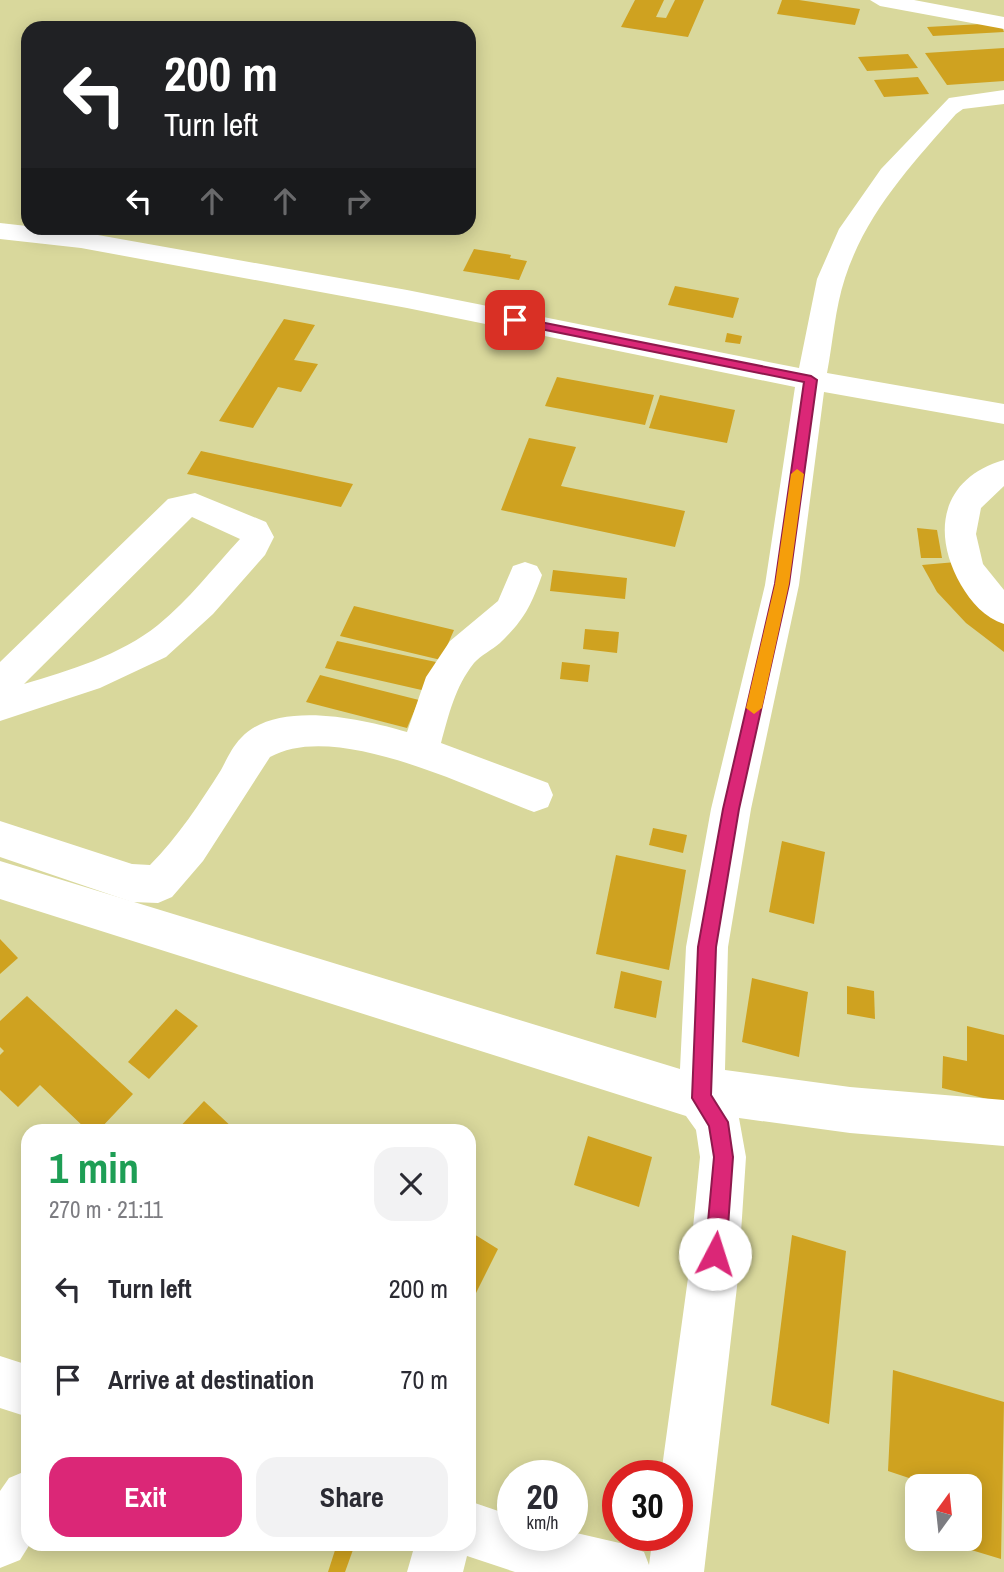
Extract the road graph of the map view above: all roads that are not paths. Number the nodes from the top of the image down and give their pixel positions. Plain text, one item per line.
1 (880, 0) edge
2 (1004, 23) edge
3 (1004, 97) edge
4 (6, 239) edge
5 (811, 380) junction
6 (1004, 414) edge
7 (1004, 471) edge
8 (525, 575) dead end
9 (1004, 611) edge
10 (0, 685) edge
11 (0, 706) edge
12 (420, 751) junction
13 (534, 795) dead end
14 (0, 839) edge
15 (0, 880) edge
16 (702, 1094) junction
17 (1004, 1123) edge
18 (0, 1382) edge
19 (21, 1389) edge
20 (21, 1508) edge
21 (476, 1531) edge
22 (0, 1540) edge
23 (440, 1551) edge
24 (435, 1572) edge
25 (624, 1572) edge
26 (676, 1572) edge

1 - 2 street
3 - 5 street
4 - 5 street
5 - 6 street
5 - 16 street
7 - 9 street
8 - 12 street
10 - 11 street
12 - 13 street
12 - 14 street
15 - 16 street
16 - 17 street
16 - 26 street
18 - 19 street
20 - 22 street
21 - 25 street
23 - 24 street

** Exercise prompt **
Write out each entry again exactly, and skip the pictures.

** Solution below **
Extract the road graph of the map view above: all roads that are not paths. Number the nodes from the top of the image down and give their pixel positions. Plain text, one item per line.
1 (880, 0) edge
2 (1004, 23) edge
3 (1004, 97) edge
4 (6, 239) edge
5 (811, 380) junction
6 (1004, 414) edge
7 (1004, 471) edge
8 (525, 575) dead end
9 (1004, 611) edge
10 (0, 685) edge
11 (0, 706) edge
12 (420, 751) junction
13 (534, 795) dead end
14 (0, 839) edge
15 (0, 880) edge
16 (702, 1094) junction
17 (1004, 1123) edge
18 (0, 1382) edge
19 (21, 1389) edge
20 (21, 1508) edge
21 (476, 1531) edge
22 (0, 1540) edge
23 (440, 1551) edge
24 (435, 1572) edge
25 (624, 1572) edge
26 (676, 1572) edge

1 - 2 street
3 - 5 street
4 - 5 street
5 - 6 street
5 - 16 street
7 - 9 street
8 - 12 street
10 - 11 street
12 - 13 street
12 - 14 street
15 - 16 street
16 - 17 street
16 - 26 street
18 - 19 street
20 - 22 street
21 - 25 street
23 - 24 street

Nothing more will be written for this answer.